In older patients with atrial fibrillation assigned oral anticoagulants, obesity appears to be associated with reduced rates of stroke and mortality, according to findings from a post-hoc analysis of the AMADEUS trial.
Keitaro Senoo, MD, and Gregory Y.H. Lip, MD, both of the University of Birmingham Institute of Cardiovascular Sciences, City Hospital, Birmingham, United Kingdom, evaluated 1,588 patients aged at least 75 years enrolled in the randomized, open-label, noninferiority AMADEUS trial comparing the investigational agent idraparinux (Sanofi-Aventis) with vitamin K antagonists to prevent thromboembolism in patients with AF.
For the current analysis, patients were placed into BMI classifications: normal weight (18.5-25 kg/m2; n = 515); overweight (25-30 kg/m2; n = 711); and obese (≥ 30 kg/m2; n = 362). The study’s primary outcome was defined as the composite of CV death and stroke/systemic embolism.
The investigators used the chi-square test to compare the BMI groups when using categorical variables, and the Kruskal-Wallis test when comparing continuous variables. The researchers calculated outcomes in each BMI group based on overall rate of adverse events per 100 patient-years.

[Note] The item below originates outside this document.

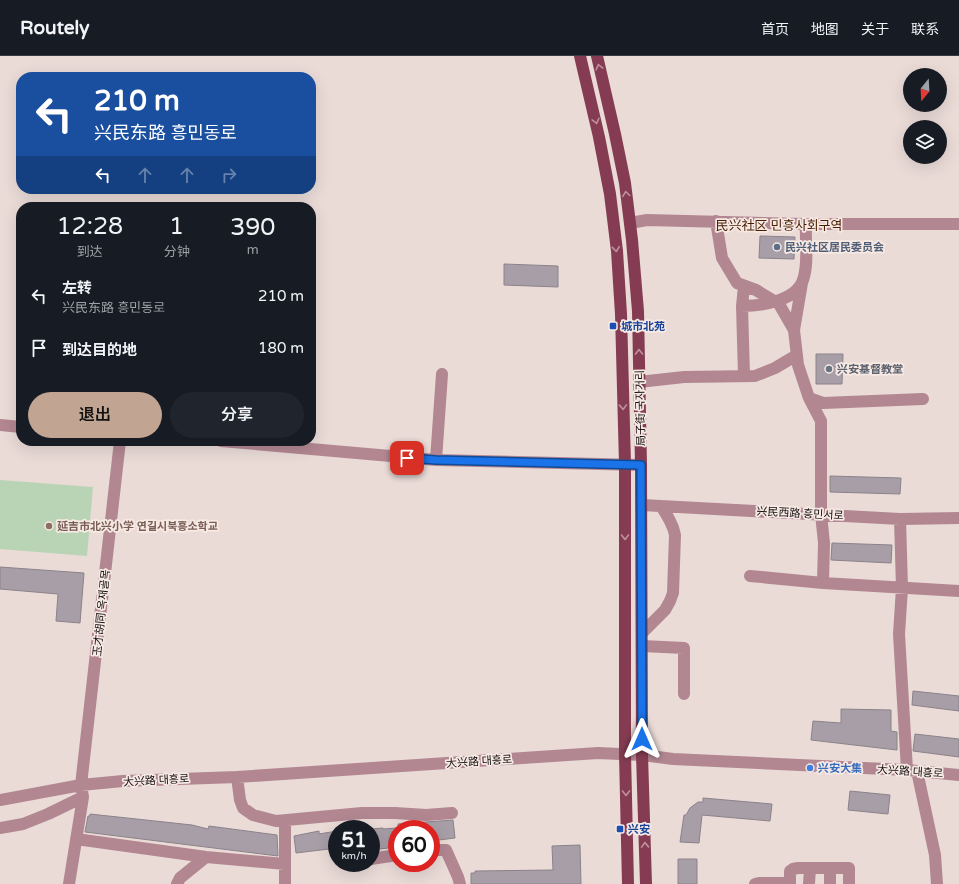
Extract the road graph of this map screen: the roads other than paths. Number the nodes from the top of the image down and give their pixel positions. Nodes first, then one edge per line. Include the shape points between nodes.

After adjusting for pertinent covariables, a multivariate Cox proportional hazard model revealed an association between obesity and lower risk for the primary composite outcome in the entire patient cohort (HR = 0.29; 95% CI, 0.11-0.77). Prior CAD also was linked to lower risk for the primary composite outcome (HR = 2.49; 95% CI, 1.37-4.5).
The overall rate of the composite of CV death and stroke/systemic embolism per 100 patient-years decreased significantly with increasing BMI category (normal weight = 5%, overweight = 3.2%, and obese = 1.5%; P for trend = .01).
Among patients in the warfarin-only group, the investigators observed an association with a trend for a lower risk for the primary composite outcome (HR = 0.53; 95% CI, 0.18-1.55).
In the entire cohort, Kaplan-Meier curves revealed a lower risk for CV death, stroke and stroke/systemic embolism among patients with obesity vs. the reference of normal BMI (log rank test, P = .03). Although a similar trend was seen in patients on warfarin, there was not sufficient power for significance.
Additionally, in the warfarin arm (n = 814), the researchers observed a trend toward improved time to therapeutic range (normal weight = 52%, overweight = 57%, and obese = 60%; P for trend < .001).
The researchers cited possible explanations for the association between obesity and improved stroke and mortality outcomes, including the use of more CVD prevention strategies, greater metabolic reserve and lower natriuretic peptide levels.
“Given the close relationship between [time in therapeutic range] and outcomes, obesity in elderly patients with AF might be linked with less adverse outcomes when compared with normal-weight patients,” the researchers wrote. “As we are limited in power to fully explore the association between [time in therapeutic range] and individual adverse outcomes in warfarin arm because of the low event rates, further studies are needed to explore this hypothesis.” – by Jen Byrne
Disclosure: Lip reports consulting and/or serving as a speaker for Astellas, Bayer/Jensen J&J, Bristol-Myers Squibb/Pfizer, Biotronik, Boehringer Ingelheim, Daiichi-Sankyo, Medtronic, Merck, Microlife, Portola, Roche and Sanofi.